From 0a93ff5545569e5f5ca18c5c495ce17d12c593ce Mon Sep 17 00:00:00 2001
From: Nico-Posada <posadanico@outlook.com>
Date: Fri, 16 May 2025 18:28:59 -0400
Subject: [PATCH 4/6] fix news entry

---
 .../2025-05-16-17-25-52.gh-issue-134100.5-FbLK.rst              | 2 +-
 1 file changed, 1 insertion(+), 1 deletion(-)

diff --git a/Misc/NEWS.d/next/Core_and_Builtins/2025-05-16-17-25-52.gh-issue-134100.5-FbLK.rst b/Misc/NEWS.d/next/Core_and_Builtins/2025-05-16-17-25-52.gh-issue-134100.5-FbLK.rst
index 7ca60786c8cf2d..ce7811ebbeed9e 100644
--- a/Misc/NEWS.d/next/Core_and_Builtins/2025-05-16-17-25-52.gh-issue-134100.5-FbLK.rst
+++ b/Misc/NEWS.d/next/Core_and_Builtins/2025-05-16-17-25-52.gh-issue-134100.5-FbLK.rst
@@ -1,2 +1,2 @@
 Fixed a use-after-free bug that would occur when an imported module wasn't
-in sys.modules after the initial import. Patch by Nico-Posada.
+in :data:`sys.modules` after the initial import. Patch by Nico-Posada.

From d9feb830f3f3481add51d95807d07af53e1daed0 Mon Sep 17 00:00:00 2001
From: Nico-Posada <posadanico@outlook.com>
Date: Fri, 16 May 2025 19:24:31 -0400
Subject: [PATCH 5/6] fix testcase

---
 Lib/test/test_importlib/import_/test_relative_imports.py | 9 ++++++---
 1 file changed, 6 insertions(+), 3 deletions(-)

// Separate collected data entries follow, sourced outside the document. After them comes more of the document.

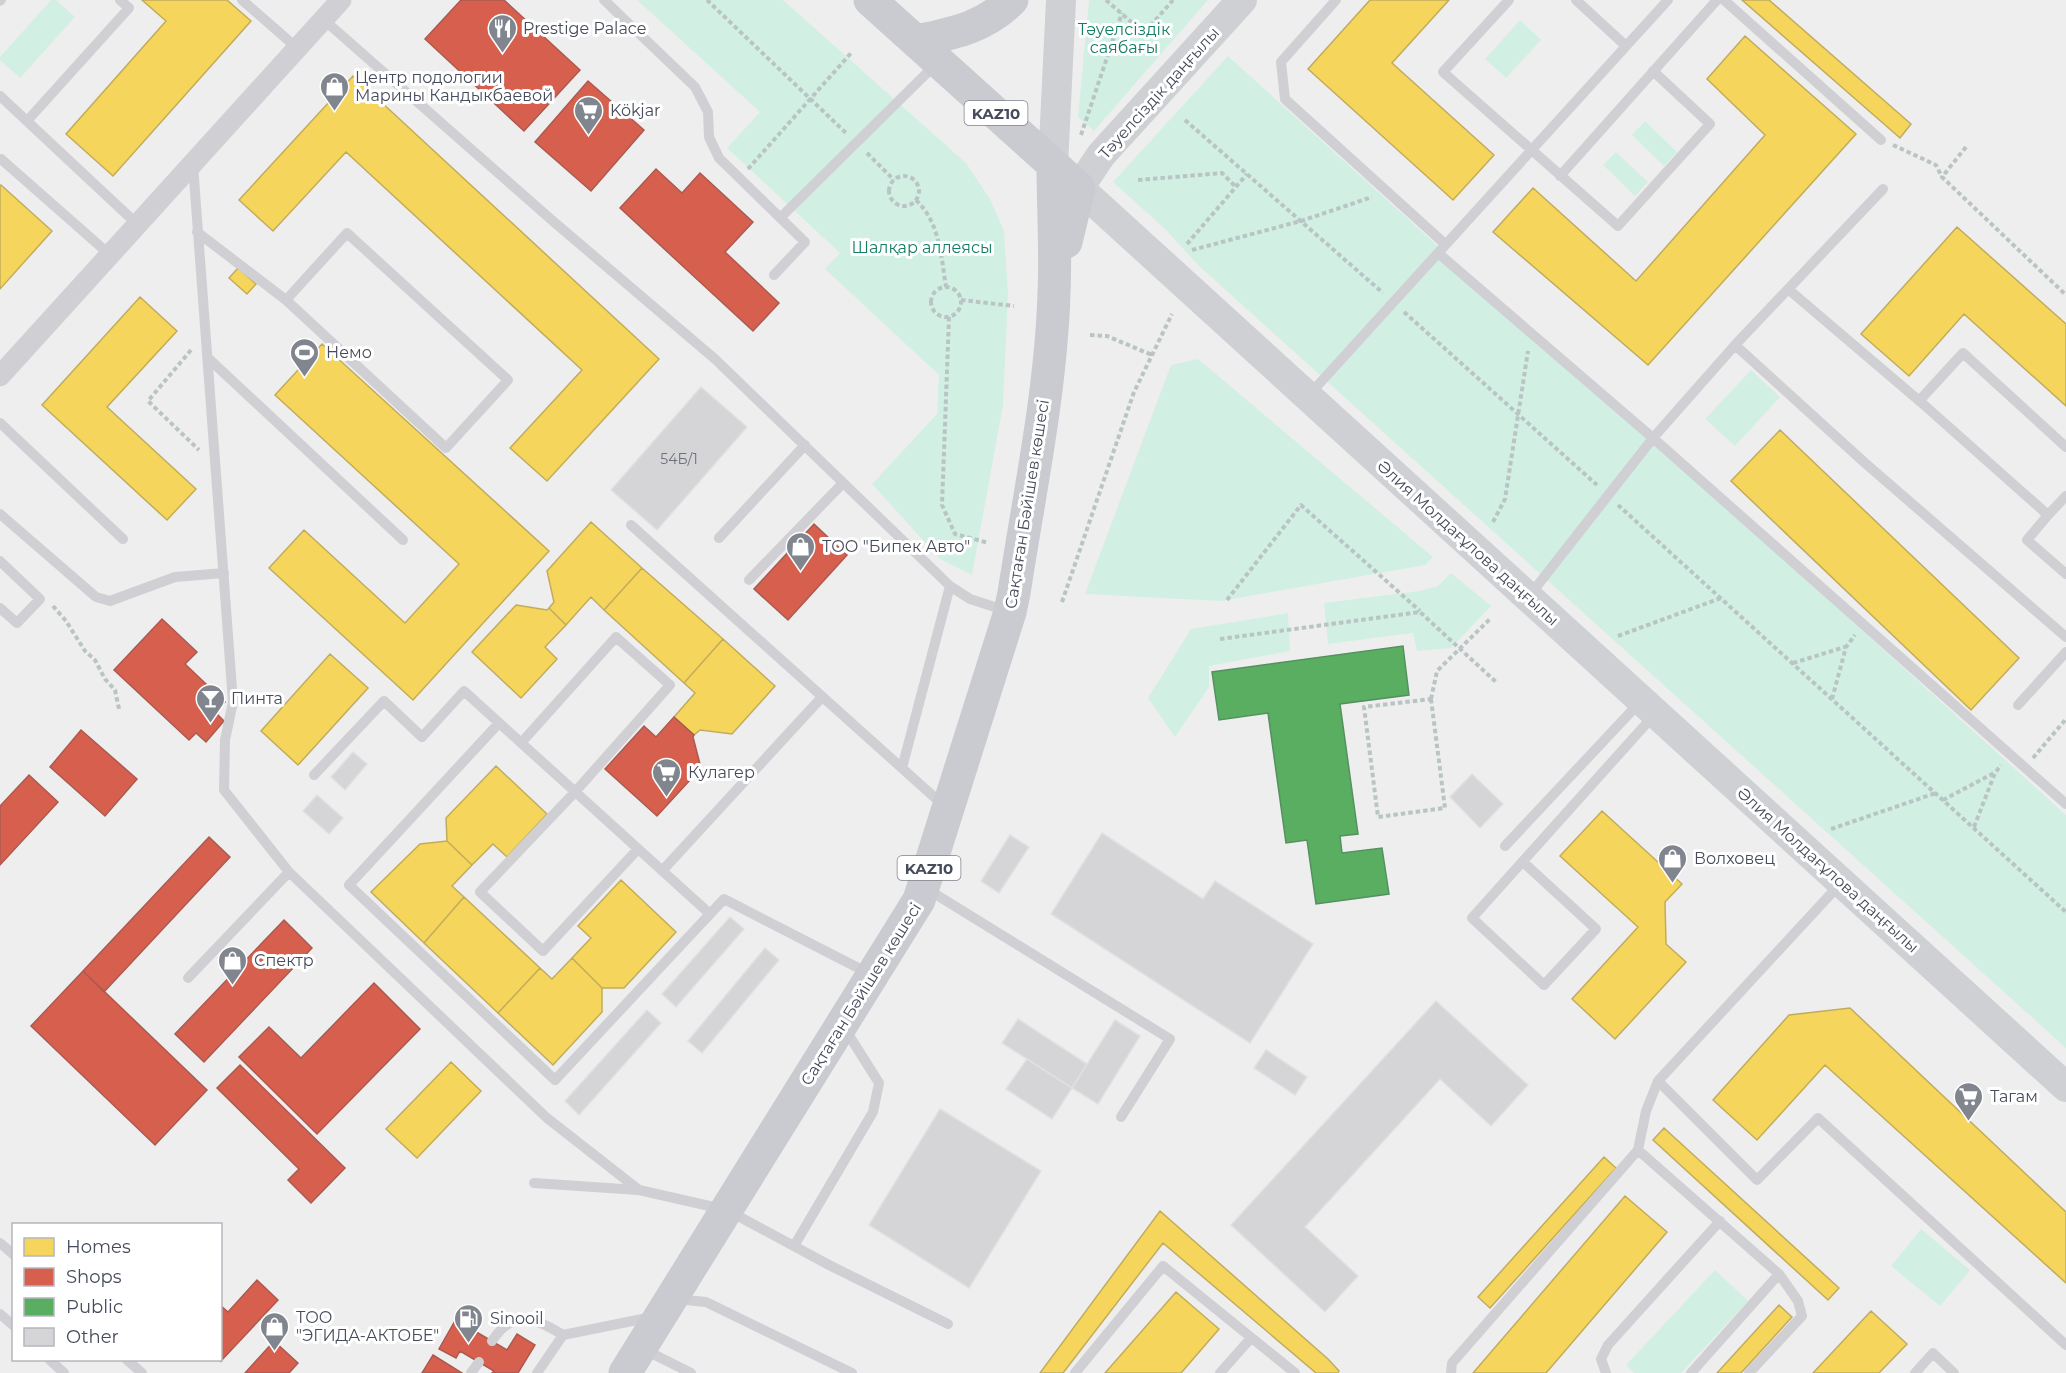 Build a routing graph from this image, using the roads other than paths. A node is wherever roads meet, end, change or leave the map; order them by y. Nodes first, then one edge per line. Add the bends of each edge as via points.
1 (120, 0) edge
2 (242, 0) edge
3 (341, 0) edge
4 (604, 0) edge
5 (870, 0) edge
6 (1012, 0) edge
7 (1061, 0) edge
8 (1242, 0) edge
9 (1336, 0) edge
10 (1509, 0) edge
11 (1576, 0) edge
12 (1668, 0) edge
13 (1717, 0) edge
14 (1724, 0) edge
15 (323, 19) junction
16 (1626, 46) junction
17 (297, 48) junction
18 (928, 51) junction
19 (1653, 71) junction
20 (0, 96) edge
21 (27, 121) junction
22 (1881, 140) road end
23 (1532, 152) junction
24 (0, 159) edge
25 (193, 161) junction
26 (1053, 165) junction
27 (1560, 176) junction
28 (1079, 188) junction
29 (1883, 189) dead end
30 (780, 218) junction
31 (137, 224) junction
32 (197, 232) junction
33 (1442, 248) junction
34 (109, 254) junction
35 (774, 275) dead end
36 (1788, 289) junction
37 (1054, 293) junction
38 (286, 300) junction
39 (1735, 345) junction
40 (208, 358) junction
41 (0, 376) edge
42 (1307, 397) junction
43 (1919, 400) junction
44 (0, 423) edge
45 (1653, 438) junction
46 (805, 445) junction
47 (2066, 447) edge
48 (843, 483) junction
49 (2066, 496) edge
50 (0, 514) edge
51 (2048, 515) junction
52 (631, 525) dead end
53 (719, 538) dead end
54 (123, 539) dead end
55 (403, 540) dead end
56 (0, 561) edge
57 (224, 573) junction
58 (2066, 574) edge
59 (749, 580) dead end
60 (950, 586) junction
61 (1528, 598) junction
62 (0, 608) edge
63 (1010, 612) junction
64 (2066, 637) edge
65 (2066, 652) edge
66 (822, 697) junction
67 (2019, 705) dead end
68 (1648, 707) junction
69 (499, 723) junction
70 (521, 743) junction
71 (902, 768) junction
72 (314, 775) dead end
73 (575, 792) junction
74 (2066, 804) edge
75 (948, 809) junction
76 (1505, 846) dead end
77 (638, 849) junction
78 (1523, 862) junction
79 (662, 871) junction
80 (289, 872) junction
81 (1842, 882) junction
82 (923, 887) junction
83 (710, 914) junction
84 (873, 975) junction
85 (188, 978) dead end
86 (842, 1024) junction
87 (1658, 1081) junction
88 (2066, 1087) edge
89 (1121, 1117) dead end
90 (1638, 1150) junction
91 (534, 1183) dead end
92 (639, 1190) junction
93 (727, 1210) junction
94 (1720, 1221) junction
95 (0, 1243) edge
96 (794, 1246) junction
97 (12, 1253) edge
98 (1779, 1274) junction
99 (667, 1307) junction
100 (0, 1314) edge
101 (12, 1324) edge
102 (948, 1324) dead end
103 (563, 1335) junction
104 (1251, 1338) junction
105 (492, 1341) dead end
106 (2066, 1345) edge
107 (633, 1360) edge
108 (52, 1361) edge
109 (129, 1361) edge
110 (479, 1362) dead end
111 (64, 1373) edge
112 (142, 1373) edge
113 (471, 1373) edge
114 (537, 1373) edge
115 (691, 1373) edge
116 (852, 1373) edge
117 (1075, 1373) edge
118 (1220, 1373) edge
119 (1295, 1373) edge
120 (1451, 1373) edge
121 (1606, 1373) edge
122 (1691, 1373) edge
123 (1749, 1373) edge
124 (1915, 1373) edge
125 (1954, 1373) edge

1 - 21 lane via 129,8
2 - 17 lane
3 - 15 street
4 - 30 lane via 695,87 708,112 709,137 719,158
5 - 18 main road, Әлия Молдағұлова даңғылы / KAZ10
6 - 18 main road via 983,22
7 - 26 main road
8 - 28 main road, Тәуелсіздік даңғылы via 1101,155
9 - 33 lane via 1281,62 1285,99 1388,192
10 - 23 lane via 1443,72
11 - 16 lane
12 - 16 lane
13 - 19 lane
14 - 22 lane
15 - 17 street
15 - 46 lane via 715,359
16 - 23 lane
17 - 25 street
18 - 26 main road, Әлия Молдағұлова даңғылы / KAZ10
18 - 30 lane via 856,143
19 - 27 lane
19 - 27 lane via 1710,124 1618,226
20 - 21 lane
21 - 31 lane
23 - 27 lane
23 - 33 lane
24 - 34 lane
25 - 31 street
25 - 32 lane
26 - 28 main road, Әлия Молдағұлова даңғылы / KAZ10
26 - 37 main road, Сақтаған Бәйішев көшесі / KAZ10
28 - 37 main road, Сақтаған Бәйішев көшесі / KAZ10
28 - 42 main road, Әлия Молдағұлова даңғылы
29 - 36 lane
30 - 35 lane via 805,242
31 - 34 street
32 - 38 lane
32 - 40 lane
33 - 42 lane
33 - 45 lane via 1530,333
34 - 41 street
36 - 39 lane
36 - 43 lane
37 - 63 main road, Сақтаған Бәйішев көшесі / KAZ10 via 1046,388
38 - 38 lane via 446,448 508,380 347,233
39 - 45 lane
39 - 64 lane
40 - 55 lane
40 - 57 lane
42 - 61 main road, Әлия Молдағұлова даңғылы
43 - 47 lane via 1963,352
43 - 51 lane
44 - 54 lane
45 - 61 lane
45 - 74 lane
46 - 48 lane
46 - 53 lane
48 - 59 lane
48 - 60 lane
49 - 51 lane
50 - 57 lane via 96,597 110,601 175,577
51 - 58 lane via 2027,540
52 - 66 lane
56 - 62 lane via 40,598 17,623
57 - 80 lane via 233,702 225,740 224,790
60 - 63 lane via 970,599
60 - 71 lane
61 - 68 main road, Әлия Молдағұлова даңғылы
63 - 75 main road, Сақтаған Бәйішев көшесі / KAZ10
65 - 67 lane
66 - 71 lane
66 - 79 lane
68 - 76 lane
68 - 78 lane
68 - 81 main road, Әлия Молдағұлова даңғылы
69 - 70 lane
69 - 72 lane via 464,691 422,737 384,701
69 - 83 lane via 350,885 555,1080
70 - 73 lane
70 - 73 lane via 616,637 662,678 670,686
71 - 75 lane
73 - 77 lane
73 - 77 lane via 480,892 543,951
75 - 82 main road, Сақтаған Бәйішев көшесі / KAZ10
77 - 79 lane
78 - 78 lane via 1472,918 1544,985 1596,929
79 - 83 lane
80 - 85 lane
80 - 92 lane via 548,1118
81 - 87 lane
81 - 88 main road, Әлия Молдағұлова даңғылы
82 - 84 main road, Сақтаған Бәйішев көшесі / KAZ10
82 - 89 lane via 1170,1040
83 - 84 lane via 724,899
84 - 86 main road, Сақтаған Бәйішев көшесі / KAZ10
86 - 93 main road, Сақтаған Бәйішев көшесі / KAZ10
86 - 96 lane via 879,1083 873,1112
87 - 90 lane via 1646,1111
87 - 106 lane via 1757,1180 1818,1118
90 - 94 lane
90 - 120 lane via 1452,1363
91 - 92 lane
92 - 93 lane
93 - 96 lane
93 - 99 main road, Сақтаған Бәйішев көшесі / KAZ10
94 - 98 lane
94 - 121 lane via 1608,1345 1601,1359
95 - 97 lane
96 - 102 lane
98 - 122 lane
98 - 123 lane via 1798,1300 1802,1316
99 - 103 lane
99 - 107 main road, Сақтаған Бәйішев көшесі / KAZ10
99 - 116 lane via 706,1302
100 - 101 lane
103 - 105 lane via 541,1321 518,1319
103 - 114 lane
104 - 117 lane via 1163,1266
104 - 118 lane
104 - 119 lane
107 - 115 lane
108 - 111 lane
109 - 112 lane
110 - 113 lane
124 - 125 lane via 1934,1353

diff --git a/Lib/test/test_importlib/import_/test_relative_imports.py b/Lib/test/test_importlib/import_/test_relative_imports.py
index 90f9a62b9d7992..6353bfa3fda702 100644
--- a/Lib/test/test_importlib/import_/test_relative_imports.py
+++ b/Lib/test/test_importlib/import_/test_relative_imports.py
@@ -227,9 +227,12 @@ def test_malicious_relative_import(self):
         # testing for gh-134100
         import sys
         loooong = "".ljust(0x23000, "b")
-        sys.modules.update({f"a.{loooong}.c": {}})
-        with self.assertRaisesRegex(KeyError, r"'a\.b+' not in sys\.modules as expected"):
-            __import__(f"{loooong}.c", {"__package__": "a"}, level=1)
+        name = f"a.{loooong}.c"
+
+        with util.uncache(name):
+            sys.modules[name] = {}
+            with self.assertRaisesRegex(KeyError, r"'a\.b+' not in sys\.modules as expected"):
+                __import__(f"{loooong}.c", {"__package__": "a"}, level=1)
 
 
 (Frozen_RelativeImports,

From 6dbd9ae0763ee57d8730b900cc2f2011df72f9e0 Mon Sep 17 00:00:00 2001
From: Nico-Posada <posadanico@outlook.com>
Date: Sat, 17 May 2025 10:57:51 -0400
Subject: [PATCH 6/6] code review changes

---
 Lib/test/test_importlib/import_/test_relative_imports.py  | 8 ++++++--
 .../2025-05-16-17-25-52.gh-issue-134100.5-FbLK.rst        | 4 ++--
 2 files changed, 8 insertions(+), 4 deletions(-)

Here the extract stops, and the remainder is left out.